In brand new foodservice facilities, one of the earliest decisions to be made in the planning stages is which energy supply will be used to prepare the food: gasoline or electric power? Because it is often a matter of chef personal preference, this is truly one of those questions that will continue to be debated for decades.
Without taking sides, the August 2002 issue of Foodservice Equipment and Supplies magazine did a good job of summarizing the advantages of each energy source:
Gas: 1. In general, natural gas is much cheaper than electricity because it contains a higher cumulative amount of Btus (British Thermal Units) delivered from the point of extraction to the point of use. An example:
A supply of 100,000 Btus at the wellhead, which is then converted to electricity, will have “lost” 73 percent of its original energy as it is transmitted through power lines toward the restaurant, providing only 27,000 Btus for actual use. Take the exact same 100,000 Btus, keep it in natural gas form, and feed it through a series of gasoline pipelines to the same restaurant, and the restaurant receives 91,000 Btus, a net loss of only 7 percent (7000 Btus).
2. Electricity has a surcharge, known as the demand factor, which the gas bill does not include. 3. Natural gas does not place additional requirements on kitchen ventilation systems, which are determined by the cooking procedure, not the energy source.

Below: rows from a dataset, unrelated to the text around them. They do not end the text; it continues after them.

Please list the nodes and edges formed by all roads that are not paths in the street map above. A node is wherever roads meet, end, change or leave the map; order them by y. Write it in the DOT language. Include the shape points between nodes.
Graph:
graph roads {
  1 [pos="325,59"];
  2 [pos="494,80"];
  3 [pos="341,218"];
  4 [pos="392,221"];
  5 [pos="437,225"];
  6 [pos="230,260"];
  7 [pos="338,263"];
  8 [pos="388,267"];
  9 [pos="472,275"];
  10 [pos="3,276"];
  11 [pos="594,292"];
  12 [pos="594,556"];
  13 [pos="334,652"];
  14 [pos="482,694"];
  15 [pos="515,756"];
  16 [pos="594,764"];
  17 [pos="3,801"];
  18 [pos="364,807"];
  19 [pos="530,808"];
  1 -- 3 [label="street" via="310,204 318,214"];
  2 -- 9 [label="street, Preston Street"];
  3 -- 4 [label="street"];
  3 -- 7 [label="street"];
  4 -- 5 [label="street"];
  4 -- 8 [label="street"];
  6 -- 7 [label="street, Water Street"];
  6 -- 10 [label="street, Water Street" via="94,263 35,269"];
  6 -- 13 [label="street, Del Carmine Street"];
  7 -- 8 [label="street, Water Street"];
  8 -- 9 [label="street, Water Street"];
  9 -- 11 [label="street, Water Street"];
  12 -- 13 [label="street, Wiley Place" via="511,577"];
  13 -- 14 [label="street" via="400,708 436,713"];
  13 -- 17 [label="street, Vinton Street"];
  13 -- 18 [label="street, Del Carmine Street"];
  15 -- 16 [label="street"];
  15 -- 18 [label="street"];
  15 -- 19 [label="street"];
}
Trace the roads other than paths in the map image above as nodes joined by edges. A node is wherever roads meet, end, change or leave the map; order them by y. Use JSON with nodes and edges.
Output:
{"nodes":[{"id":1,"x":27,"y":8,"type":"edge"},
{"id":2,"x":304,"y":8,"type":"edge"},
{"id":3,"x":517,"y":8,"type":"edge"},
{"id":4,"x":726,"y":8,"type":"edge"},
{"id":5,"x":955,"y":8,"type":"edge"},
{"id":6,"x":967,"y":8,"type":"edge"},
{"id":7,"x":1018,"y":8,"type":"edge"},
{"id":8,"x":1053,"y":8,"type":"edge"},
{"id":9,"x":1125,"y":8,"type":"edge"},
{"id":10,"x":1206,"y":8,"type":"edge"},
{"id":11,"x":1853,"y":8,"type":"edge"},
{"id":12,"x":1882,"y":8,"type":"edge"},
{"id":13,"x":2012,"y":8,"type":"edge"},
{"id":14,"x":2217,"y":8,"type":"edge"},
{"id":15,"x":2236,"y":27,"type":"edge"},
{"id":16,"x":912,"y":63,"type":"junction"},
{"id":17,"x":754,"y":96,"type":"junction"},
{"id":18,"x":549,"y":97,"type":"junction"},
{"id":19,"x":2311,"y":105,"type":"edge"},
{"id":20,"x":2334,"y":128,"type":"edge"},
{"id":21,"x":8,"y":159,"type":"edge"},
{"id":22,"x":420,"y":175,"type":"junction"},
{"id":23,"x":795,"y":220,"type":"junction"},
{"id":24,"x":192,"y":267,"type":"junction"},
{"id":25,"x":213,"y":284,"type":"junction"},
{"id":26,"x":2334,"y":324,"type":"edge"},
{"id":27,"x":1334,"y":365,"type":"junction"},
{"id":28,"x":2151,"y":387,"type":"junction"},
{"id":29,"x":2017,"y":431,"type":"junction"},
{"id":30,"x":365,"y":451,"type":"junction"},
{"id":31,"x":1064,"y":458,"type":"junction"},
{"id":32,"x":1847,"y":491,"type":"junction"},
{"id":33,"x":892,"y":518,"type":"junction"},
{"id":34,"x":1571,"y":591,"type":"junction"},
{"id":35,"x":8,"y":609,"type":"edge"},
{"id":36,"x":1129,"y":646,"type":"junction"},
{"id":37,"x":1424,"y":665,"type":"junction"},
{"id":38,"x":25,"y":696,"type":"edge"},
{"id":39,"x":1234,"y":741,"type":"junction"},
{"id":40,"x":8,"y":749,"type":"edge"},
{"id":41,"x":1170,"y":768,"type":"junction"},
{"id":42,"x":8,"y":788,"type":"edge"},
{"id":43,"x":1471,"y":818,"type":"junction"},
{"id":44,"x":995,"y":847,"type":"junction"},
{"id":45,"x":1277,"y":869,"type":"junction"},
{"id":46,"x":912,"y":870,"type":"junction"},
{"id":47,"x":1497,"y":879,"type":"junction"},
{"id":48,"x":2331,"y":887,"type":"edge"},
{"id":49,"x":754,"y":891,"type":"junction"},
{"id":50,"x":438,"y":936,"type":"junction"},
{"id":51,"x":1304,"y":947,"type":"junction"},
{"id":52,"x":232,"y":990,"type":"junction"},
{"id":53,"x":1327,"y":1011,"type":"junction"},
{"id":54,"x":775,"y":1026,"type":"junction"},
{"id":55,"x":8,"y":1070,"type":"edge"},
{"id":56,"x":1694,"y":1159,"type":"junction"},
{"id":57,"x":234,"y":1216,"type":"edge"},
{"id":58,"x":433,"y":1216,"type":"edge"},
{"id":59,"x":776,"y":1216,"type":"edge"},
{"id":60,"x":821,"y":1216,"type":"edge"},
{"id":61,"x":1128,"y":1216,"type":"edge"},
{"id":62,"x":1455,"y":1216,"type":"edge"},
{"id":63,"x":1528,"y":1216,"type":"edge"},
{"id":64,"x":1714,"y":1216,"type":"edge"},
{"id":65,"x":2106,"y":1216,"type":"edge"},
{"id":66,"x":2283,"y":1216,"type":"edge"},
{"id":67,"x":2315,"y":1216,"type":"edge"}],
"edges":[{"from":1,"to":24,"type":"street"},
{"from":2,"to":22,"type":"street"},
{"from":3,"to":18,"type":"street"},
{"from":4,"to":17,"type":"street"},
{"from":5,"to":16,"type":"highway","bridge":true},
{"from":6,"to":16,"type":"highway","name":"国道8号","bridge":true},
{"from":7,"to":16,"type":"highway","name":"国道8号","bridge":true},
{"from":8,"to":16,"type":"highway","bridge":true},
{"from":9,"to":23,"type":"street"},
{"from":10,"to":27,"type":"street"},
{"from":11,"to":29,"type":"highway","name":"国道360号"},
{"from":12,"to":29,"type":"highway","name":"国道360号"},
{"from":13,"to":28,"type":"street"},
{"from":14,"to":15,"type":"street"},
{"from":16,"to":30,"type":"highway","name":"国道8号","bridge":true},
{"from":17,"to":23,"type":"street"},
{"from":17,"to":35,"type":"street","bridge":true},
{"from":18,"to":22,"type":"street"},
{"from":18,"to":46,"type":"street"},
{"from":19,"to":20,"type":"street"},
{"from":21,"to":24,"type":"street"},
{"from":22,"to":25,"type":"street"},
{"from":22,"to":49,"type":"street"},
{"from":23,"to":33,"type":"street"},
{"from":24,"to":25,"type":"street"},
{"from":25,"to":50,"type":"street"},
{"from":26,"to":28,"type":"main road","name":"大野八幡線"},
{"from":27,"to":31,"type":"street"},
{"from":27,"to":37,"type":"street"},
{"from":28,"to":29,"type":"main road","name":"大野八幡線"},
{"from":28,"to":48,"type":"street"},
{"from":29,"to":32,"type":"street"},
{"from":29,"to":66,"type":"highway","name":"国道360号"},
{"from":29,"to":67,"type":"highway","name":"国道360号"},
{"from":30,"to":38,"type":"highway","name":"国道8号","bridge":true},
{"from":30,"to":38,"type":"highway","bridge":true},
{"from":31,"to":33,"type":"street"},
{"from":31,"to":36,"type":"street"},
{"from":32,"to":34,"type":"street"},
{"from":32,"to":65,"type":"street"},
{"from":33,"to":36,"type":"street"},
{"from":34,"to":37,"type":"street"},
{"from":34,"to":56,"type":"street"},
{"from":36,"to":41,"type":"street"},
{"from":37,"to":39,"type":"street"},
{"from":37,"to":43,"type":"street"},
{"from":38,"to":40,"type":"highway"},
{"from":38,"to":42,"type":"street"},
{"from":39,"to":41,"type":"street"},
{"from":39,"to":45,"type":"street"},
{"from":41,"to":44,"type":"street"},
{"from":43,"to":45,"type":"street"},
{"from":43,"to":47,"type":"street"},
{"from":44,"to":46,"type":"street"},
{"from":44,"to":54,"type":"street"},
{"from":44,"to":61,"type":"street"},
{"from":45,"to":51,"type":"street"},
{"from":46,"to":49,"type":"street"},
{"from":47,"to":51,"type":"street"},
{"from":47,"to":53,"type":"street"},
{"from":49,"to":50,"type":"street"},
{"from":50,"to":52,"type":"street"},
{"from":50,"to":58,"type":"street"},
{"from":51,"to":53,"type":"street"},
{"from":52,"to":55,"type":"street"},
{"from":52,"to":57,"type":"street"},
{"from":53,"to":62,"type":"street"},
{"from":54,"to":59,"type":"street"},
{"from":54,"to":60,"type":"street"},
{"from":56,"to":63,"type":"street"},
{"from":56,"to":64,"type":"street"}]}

4. Technological improvements in gas appliances consist of infrared fryers with 80 percent fuel consumption efficiency and griddles with uniform temperatures over the entire surface. Boilerless combi ovens that use gas have virtually eliminated the most costly combi oven maintenance problems.
5. Gas fired ovens produce moister products with longer shelf life. Electric power: 1. Electric products are generally more fuel efficient because more of the power they use goes directly to cooking the food.
2. Electric fryers are much more efficient simply because the heating element (heat supply) is placed directly in the frying oil, resulting in better heat transfer. three. By design, electric ovens are much better insulated and also the way their heating elements are positioned gives them more uniform internal temperatures, resulting in improved high quality food and better product yield.
4. Induction hobs, which use electricity, deliver faster heat, instant response and simpler cleanup, contributing to a much cooler environment. 5. Electrical equipment is more energy efficient because the way the thermostat controls the temperature, turning it on and off only as needed, means that the appliance’s actual power consumption is only a fraction of its nameplate.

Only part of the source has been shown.